Yüzlerde yaratılan anlamsız ve yorgun bakışlar ile daha çok kırışan gözaltı buluşmaları mı?
Ben, iyiden iyiye bazı özel sanatçıların eserlerinde, gelecekten bahsettiklerini gözlemler oluyorum mesleğimin satır aralarında dolaştığımda, heybeme katık yaptıkça satırları…
Bazen de uzun uzun soluklanıyorum resimlerinde, hele ki sergi haberlerini almaya göreyim, daha bir kıvrımlanıyor duygularım. Açlaşıyor beynimin dorukları, merakım önümden koşup yer kapıyor ilk sıralarda kendine… Sanki bir film izlermişçesine yaşamlarını canlandırıyorum gözlerimde, belki de her davetiyeden bir film yaratıyorum seyircisi sadece ben olan… Yine bir üstadın davetiyesi yer buluyor dimağımda yetenekli, üretken, toplumcu, çağdaş, batı normlarını ve 1930’lardan bugüne kadar figürü ustaca yorumladığı desenleri ve pentürleri çalıyor kapımı besbelli…

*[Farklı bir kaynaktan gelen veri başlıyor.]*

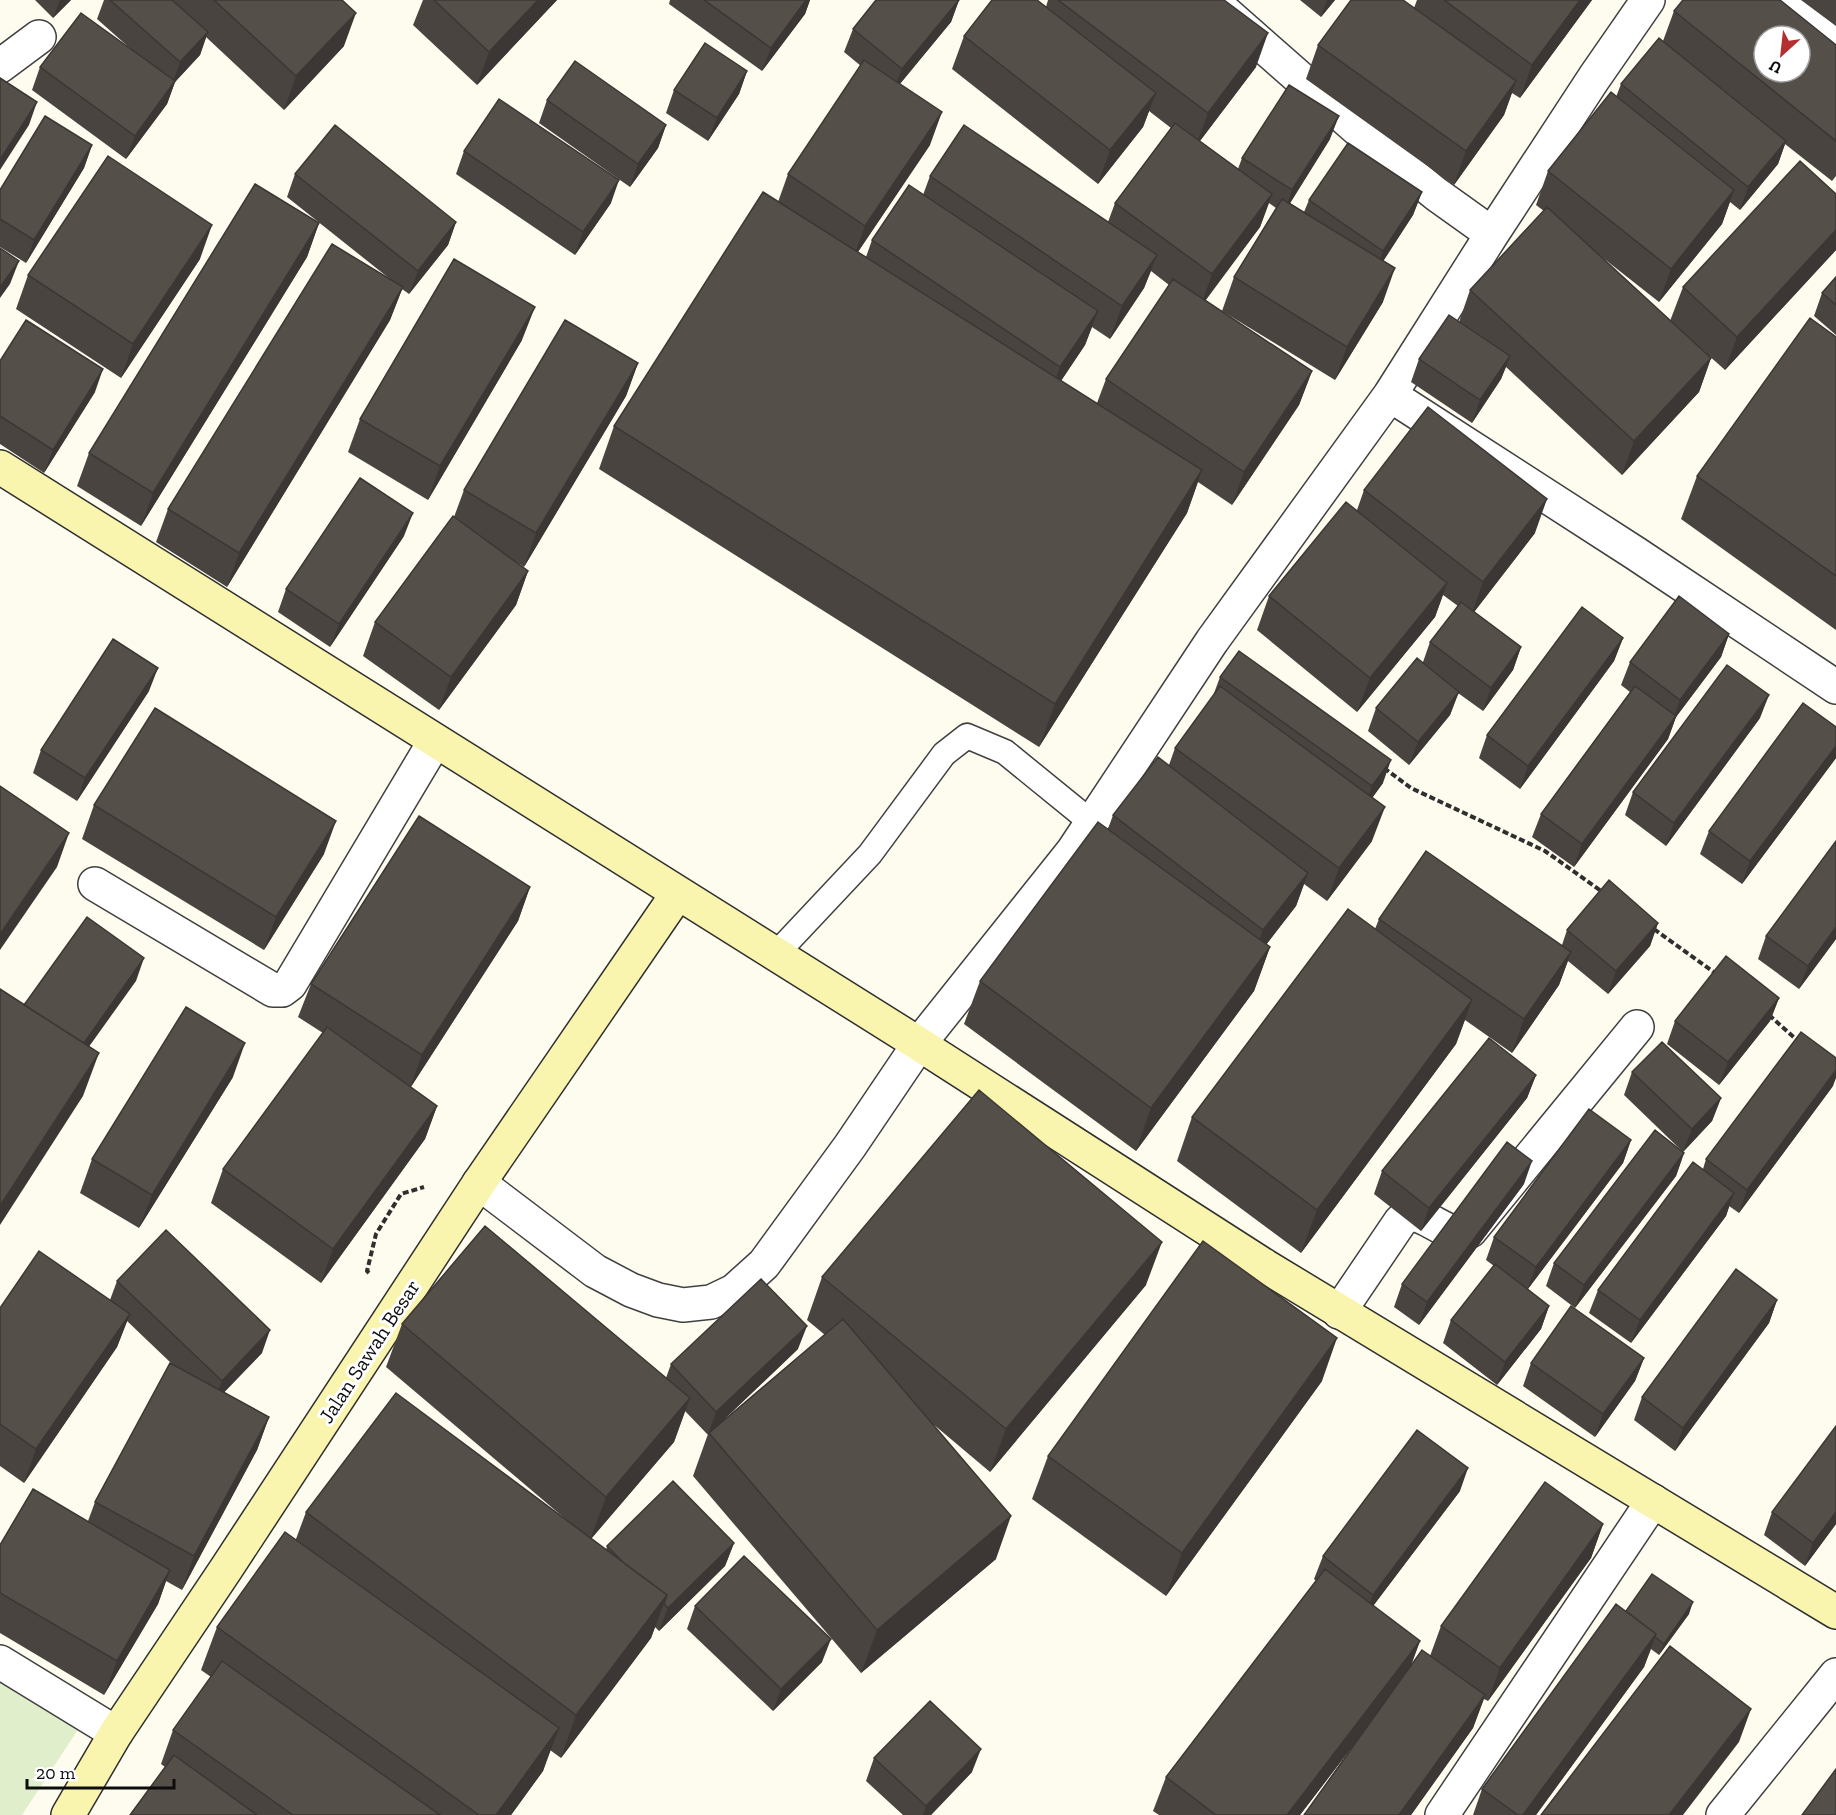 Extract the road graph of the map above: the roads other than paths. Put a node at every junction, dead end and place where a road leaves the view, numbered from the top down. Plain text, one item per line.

Biraz resimlerinde geziyor gözlerim, biraz hayat hikâyesinde… Meraklıyım ya! İkisini de aynı anda öğrenmek coşkusundan hiç vazgeçemedim. İyi mi bilemem ama bazen yorduğu kesin… Ya da ayrımlaştırdığı beni… Hafızamın kendini yetersiz hissetmesini sağladığı gelecekteki günlere gebe biliyorum… Ama duramıyorum, hele konu bir üstatta demlenmek olunca…
Teknoloji aşkı ve ikonlar, aslında birbirine ne kadar yakın iki kelime! İkonlar tarihin mekanikliğinin tanıkları, mekanikleşen figürler ise insanların karmaşıklığı.
Sadelikten karmaşıklığa ya da karmaşıklıktan sadeliğe bir geçiş mi baba kızın arasında yaşanan yetenek ikilemi? Figürlerin ikonlaşan düşünceleri mi?
Her baba, bir ikondur kızına, yoksa bu ikon tasvirlerinde babanın kokusu mu var? Ya da özlemi?
“Benim çağdaş ikonum babam” der gibi gururla ve mağrur bir eda ile altın ve morun renklerinin asil yansımasında.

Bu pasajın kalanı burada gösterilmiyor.